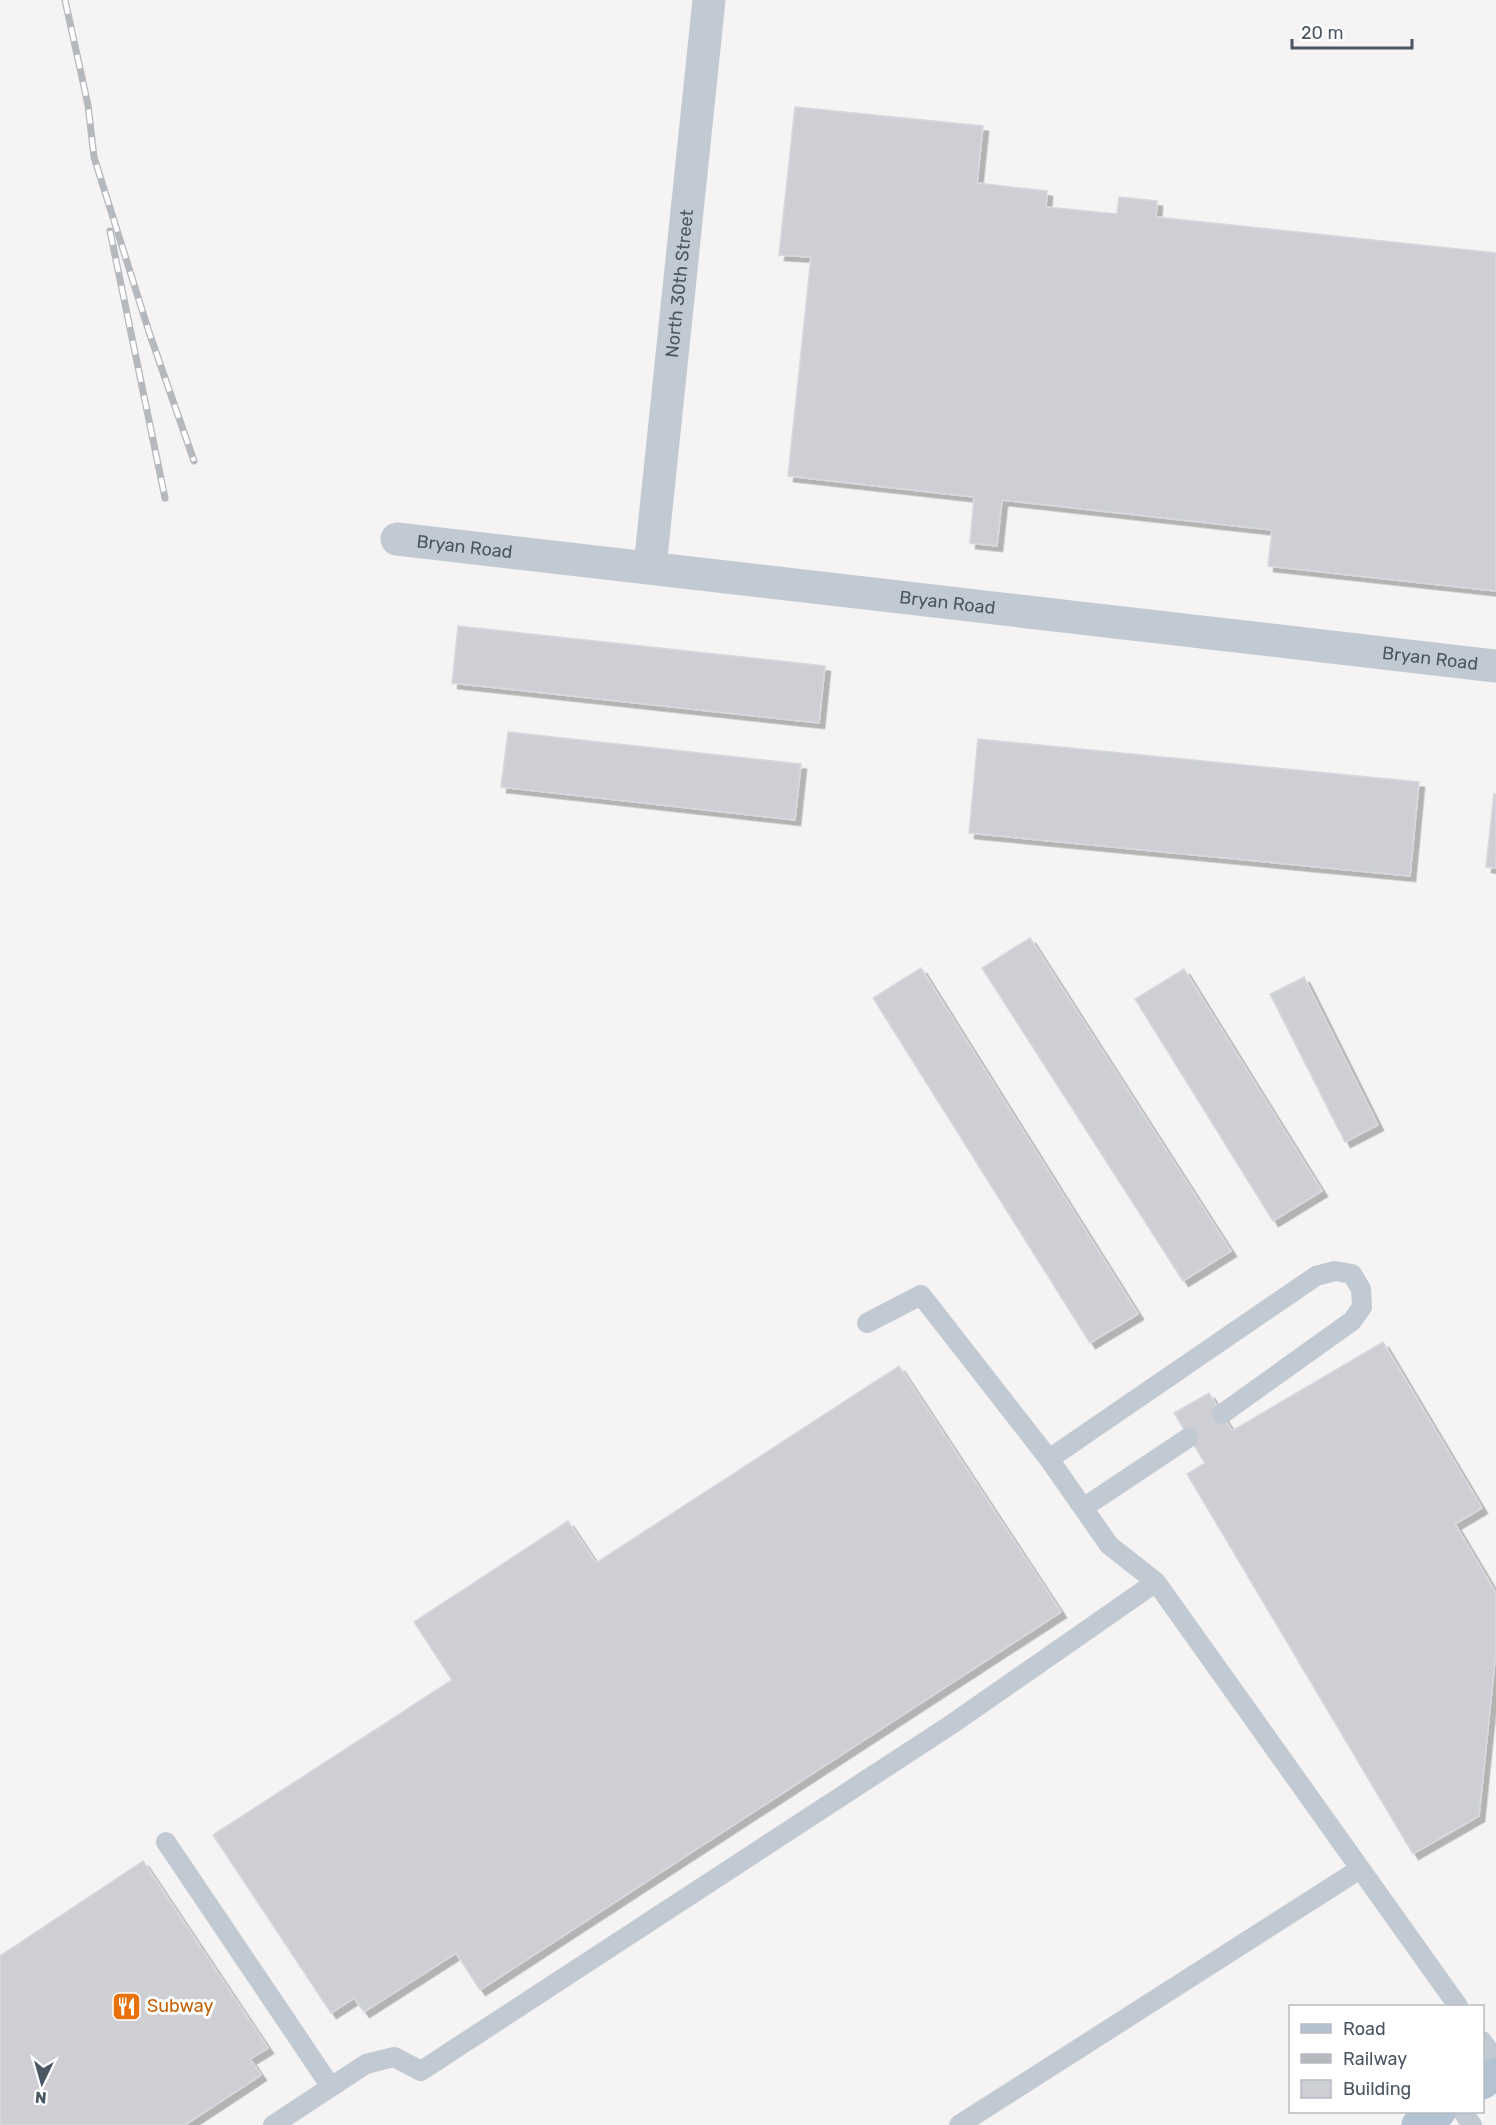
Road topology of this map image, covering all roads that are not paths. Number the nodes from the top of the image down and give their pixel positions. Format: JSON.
{"nodes":[{"id":1,"x":709,"y":0,"type":"edge"},
{"id":2,"x":397,"y":539,"type":"dead end"},
{"id":3,"x":650,"y":567,"type":"junction"},
{"id":4,"x":1496,"y":666,"type":"edge"},
{"id":5,"x":867,"y":1323,"type":"dead end"},
{"id":6,"x":1222,"y":1414,"type":"dead end"},
{"id":7,"x":1188,"y":1438,"type":"dead end"},
{"id":8,"x":1049,"y":1459,"type":"junction"},
{"id":9,"x":1083,"y":1508,"type":"junction"},
{"id":10,"x":1156,"y":1582,"type":"junction"},
{"id":11,"x":166,"y":1842,"type":"dead end"},
{"id":12,"x":1360,"y":1869,"type":"junction"},
{"id":13,"x":1457,"y":2005,"type":"edge"},
{"id":14,"x":1484,"y":2044,"type":"edge"},
{"id":15,"x":1496,"y":2060,"type":"edge"},
{"id":16,"x":331,"y":2087,"type":"junction"},
{"id":17,"x":1437,"y":2113,"type":"edge"},
{"id":18,"x":273,"y":2125,"type":"edge"},
{"id":19,"x":958,"y":2125,"type":"edge"},
{"id":20,"x":1418,"y":2125,"type":"edge"}],
"edges":[{"from":1,"to":3,"type":"street","name":"North 30th Street"},
{"from":2,"to":3,"type":"street","name":"Bryan Road"},
{"from":3,"to":4,"type":"street","name":"Bryan Road"},
{"from":5,"to":8,"type":"lane"},
{"from":6,"to":8,"type":"lane"},
{"from":7,"to":9,"type":"lane"},
{"from":8,"to":9,"type":"lane"},
{"from":9,"to":10,"type":"lane"},
{"from":10,"to":12,"type":"lane"},
{"from":10,"to":16,"type":"lane"},
{"from":11,"to":16,"type":"lane"},
{"from":12,"to":13,"type":"lane"},
{"from":12,"to":19,"type":"lane"},
{"from":14,"to":15,"type":"lane"},
{"from":16,"to":18,"type":"lane"},
{"from":17,"to":20,"type":"main road"}]}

- - - - -

## INSTRUCTIONS FOR THE TASK
Once you have read through the entries above, state how many lines hold the word "lane", giving nothing but the number.

## EXPECTED ANSWER
12